··· Data supplied ···

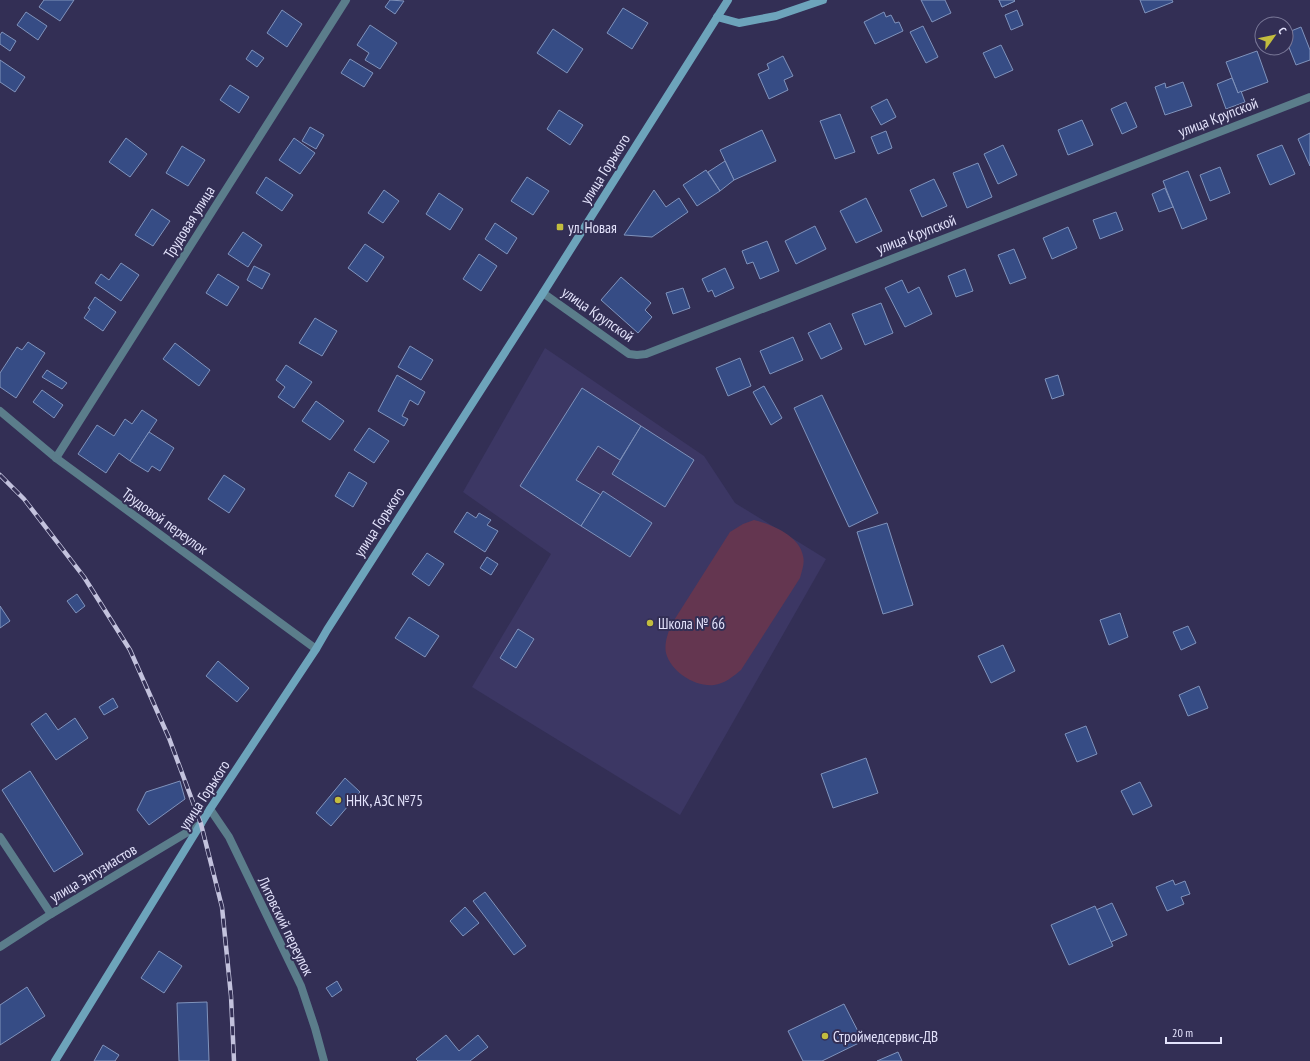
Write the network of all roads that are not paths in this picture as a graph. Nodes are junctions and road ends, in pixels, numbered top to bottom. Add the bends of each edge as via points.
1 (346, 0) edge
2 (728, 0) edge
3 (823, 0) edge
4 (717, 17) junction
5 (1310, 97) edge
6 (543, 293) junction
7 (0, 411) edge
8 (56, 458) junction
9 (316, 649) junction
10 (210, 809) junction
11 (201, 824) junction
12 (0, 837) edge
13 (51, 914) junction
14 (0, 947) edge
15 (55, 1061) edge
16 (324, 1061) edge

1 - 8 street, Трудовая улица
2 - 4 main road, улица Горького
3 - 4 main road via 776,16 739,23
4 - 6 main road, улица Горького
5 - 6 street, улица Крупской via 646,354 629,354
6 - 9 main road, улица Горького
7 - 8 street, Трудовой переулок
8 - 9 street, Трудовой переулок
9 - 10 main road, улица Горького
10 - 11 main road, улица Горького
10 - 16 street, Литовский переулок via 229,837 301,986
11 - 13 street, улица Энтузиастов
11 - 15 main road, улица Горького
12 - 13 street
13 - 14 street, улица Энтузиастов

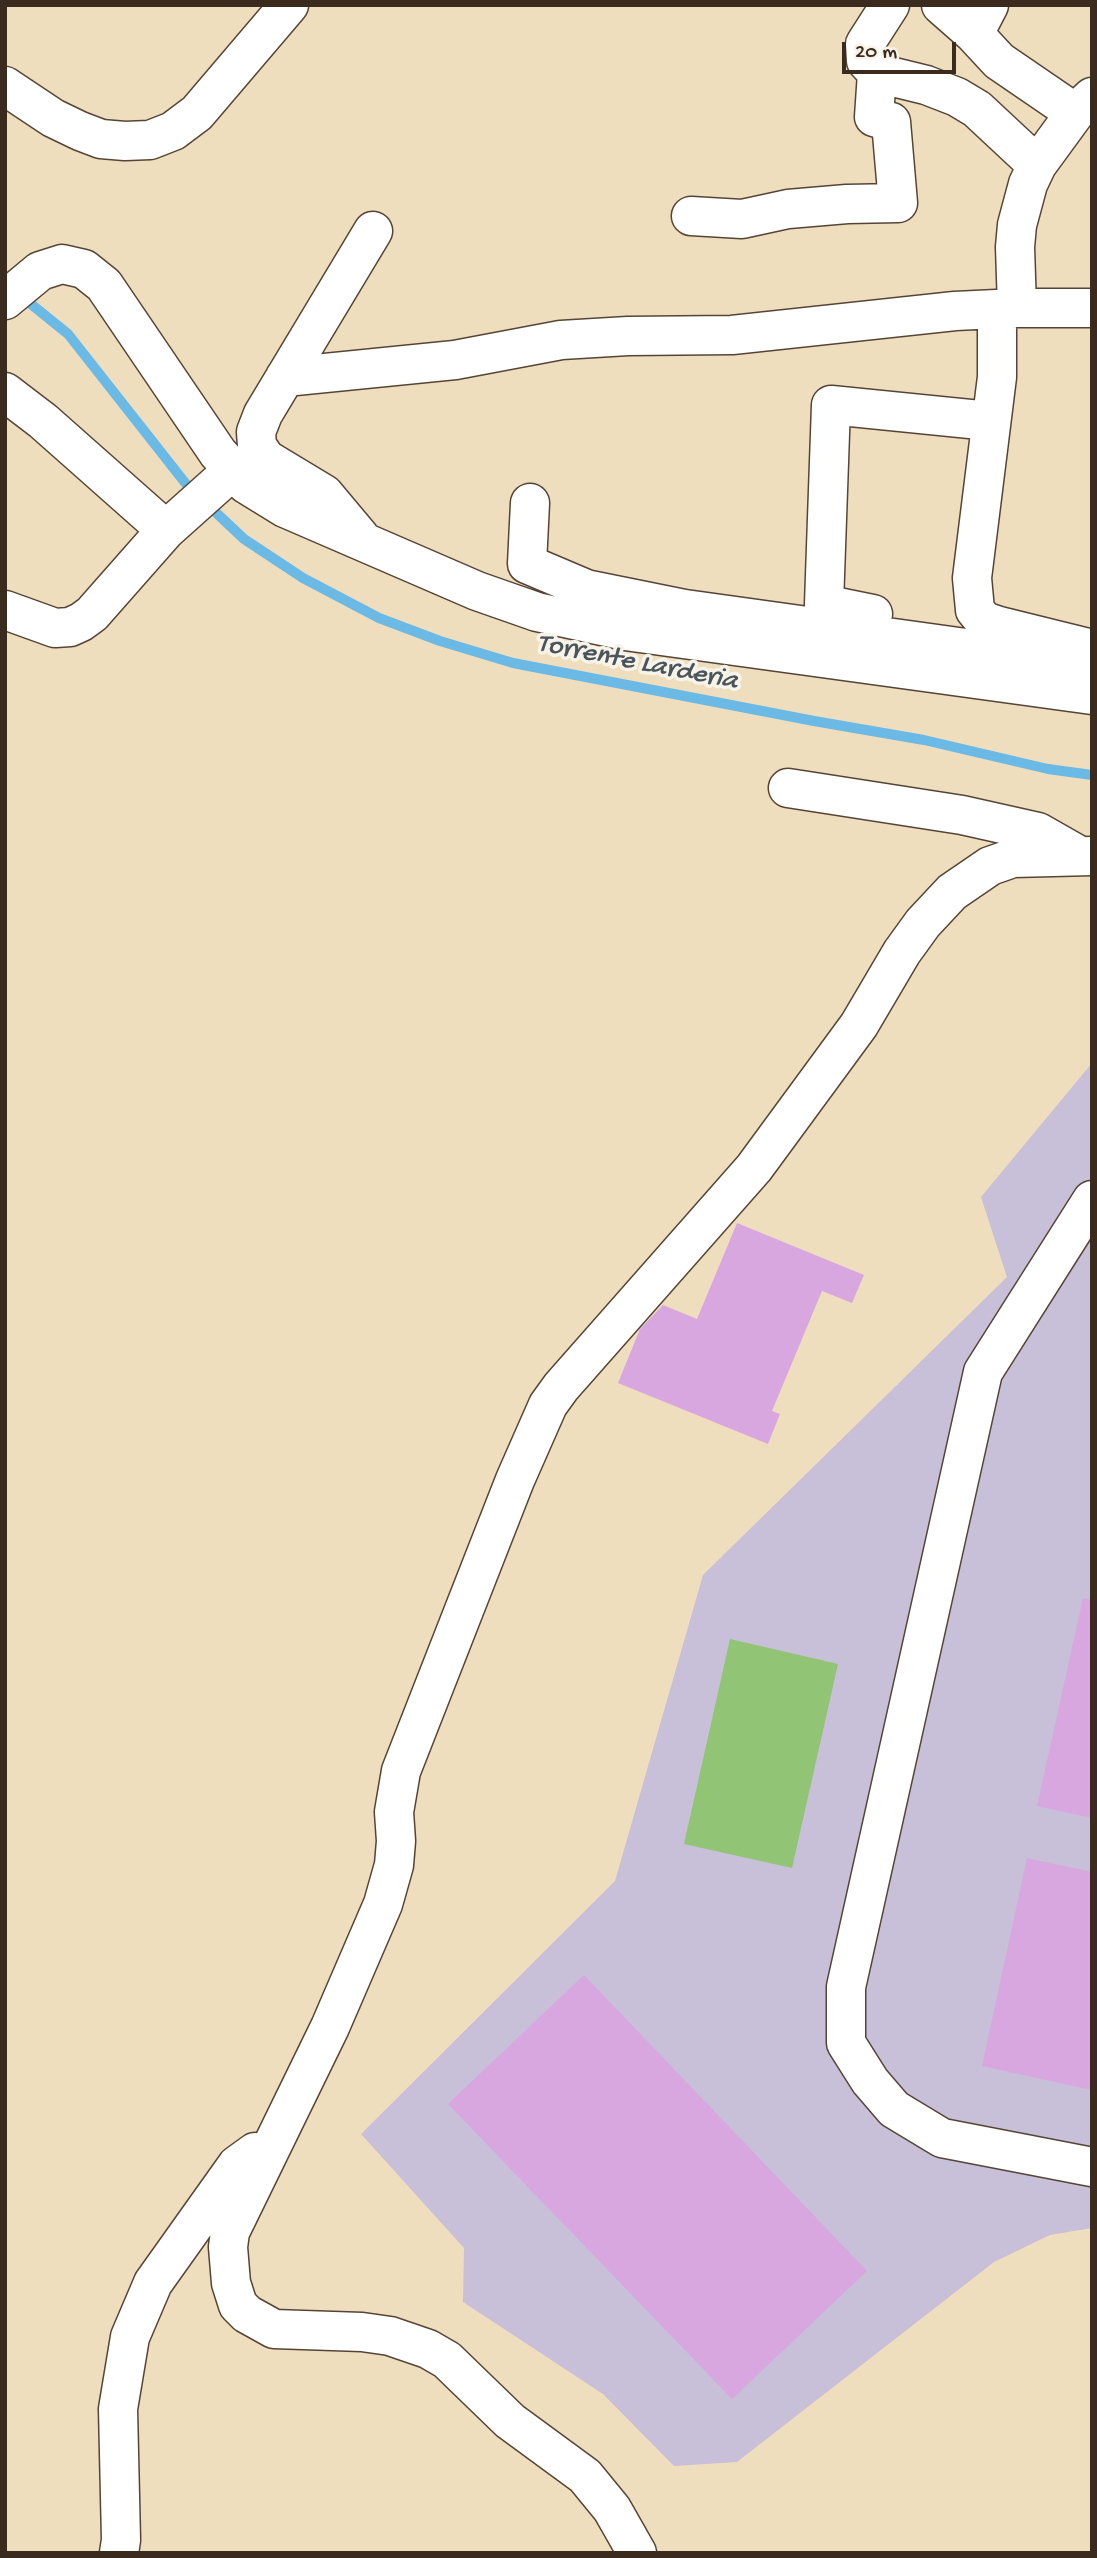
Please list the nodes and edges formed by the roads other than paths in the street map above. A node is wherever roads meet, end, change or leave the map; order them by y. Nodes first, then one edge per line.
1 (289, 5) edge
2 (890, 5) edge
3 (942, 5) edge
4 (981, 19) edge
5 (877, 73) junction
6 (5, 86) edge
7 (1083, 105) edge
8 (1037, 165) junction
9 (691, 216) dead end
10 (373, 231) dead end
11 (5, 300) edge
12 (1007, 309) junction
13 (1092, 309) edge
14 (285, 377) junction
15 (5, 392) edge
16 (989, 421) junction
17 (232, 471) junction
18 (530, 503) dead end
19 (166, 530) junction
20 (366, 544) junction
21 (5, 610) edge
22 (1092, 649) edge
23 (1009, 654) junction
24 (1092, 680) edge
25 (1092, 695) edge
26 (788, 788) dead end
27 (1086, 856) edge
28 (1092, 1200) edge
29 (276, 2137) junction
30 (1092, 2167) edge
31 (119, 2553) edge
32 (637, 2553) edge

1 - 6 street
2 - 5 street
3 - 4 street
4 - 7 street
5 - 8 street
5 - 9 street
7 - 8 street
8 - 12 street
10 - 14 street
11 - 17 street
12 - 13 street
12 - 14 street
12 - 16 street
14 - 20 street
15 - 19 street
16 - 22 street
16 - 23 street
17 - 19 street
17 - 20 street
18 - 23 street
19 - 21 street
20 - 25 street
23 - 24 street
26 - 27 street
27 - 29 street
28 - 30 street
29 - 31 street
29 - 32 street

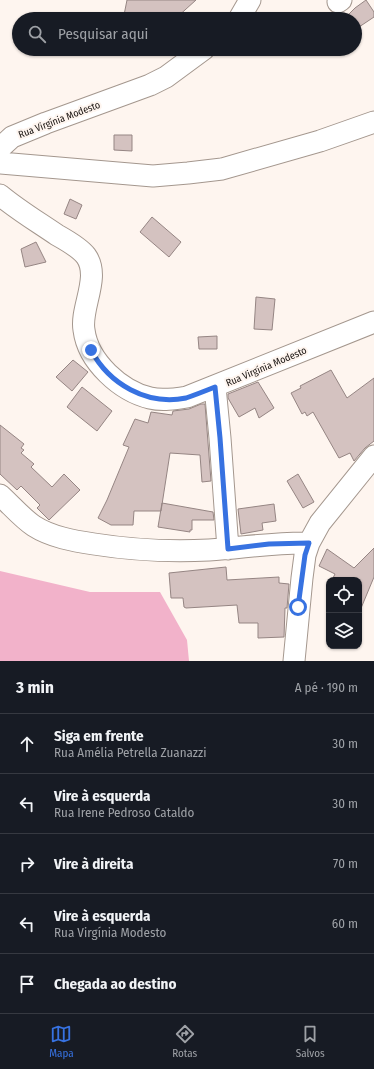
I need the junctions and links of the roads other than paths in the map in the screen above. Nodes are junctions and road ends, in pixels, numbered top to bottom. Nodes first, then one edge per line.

···

> **What is expected**
The expected output is every line of the data, unchanged, with the pictures skipped.

> **Answer area**
Write the network of all roads that are not paths in this picture as a graph. Nodes are junctions and road ends, in pixels, numbered top to bottom. Add the bends of each edge as via points.
1 (346, 0) edge
2 (728, 0) edge
3 (823, 0) edge
4 (717, 17) junction
5 (1310, 97) edge
6 (543, 293) junction
7 (0, 411) edge
8 (56, 458) junction
9 (316, 649) junction
10 (210, 809) junction
11 (201, 824) junction
12 (0, 837) edge
13 (51, 914) junction
14 (0, 947) edge
15 (55, 1061) edge
16 (324, 1061) edge

1 - 8 street, Трудовая улица
2 - 4 main road, улица Горького
3 - 4 main road via 776,16 739,23
4 - 6 main road, улица Горького
5 - 6 street, улица Крупской via 646,354 629,354
6 - 9 main road, улица Горького
7 - 8 street, Трудовой переулок
8 - 9 street, Трудовой переулок
9 - 10 main road, улица Горького
10 - 11 main road, улица Горького
10 - 16 street, Литовский переулок via 229,837 301,986
11 - 13 street, улица Энтузиастов
11 - 15 main road, улица Горького
12 - 13 street
13 - 14 street, улица Энтузиастов

Please list the nodes and edges formed by the roads other than paths in the street map above. A node is wherever roads meet, end, change or leave the map; order them by y. Nodes first, then one edge per line.
1 (289, 5) edge
2 (890, 5) edge
3 (942, 5) edge
4 (981, 19) edge
5 (877, 73) junction
6 (5, 86) edge
7 (1083, 105) edge
8 (1037, 165) junction
9 (691, 216) dead end
10 (373, 231) dead end
11 (5, 300) edge
12 (1007, 309) junction
13 (1092, 309) edge
14 (285, 377) junction
15 (5, 392) edge
16 (989, 421) junction
17 (232, 471) junction
18 (530, 503) dead end
19 (166, 530) junction
20 (366, 544) junction
21 (5, 610) edge
22 (1092, 649) edge
23 (1009, 654) junction
24 (1092, 680) edge
25 (1092, 695) edge
26 (788, 788) dead end
27 (1086, 856) edge
28 (1092, 1200) edge
29 (276, 2137) junction
30 (1092, 2167) edge
31 (119, 2553) edge
32 (637, 2553) edge

1 - 6 street
2 - 5 street
3 - 4 street
4 - 7 street
5 - 8 street
5 - 9 street
7 - 8 street
8 - 12 street
10 - 14 street
11 - 17 street
12 - 13 street
12 - 14 street
12 - 16 street
14 - 20 street
15 - 19 street
16 - 22 street
16 - 23 street
17 - 19 street
17 - 20 street
18 - 23 street
19 - 21 street
20 - 25 street
23 - 24 street
26 - 27 street
27 - 29 street
28 - 30 street
29 - 31 street
29 - 32 street

I need the junctions and links of the roads other than paths in the map in the screen above. Nodes are junctions and road ends, in pixels, numbered top to bottom. Nodes first, then one edge per line.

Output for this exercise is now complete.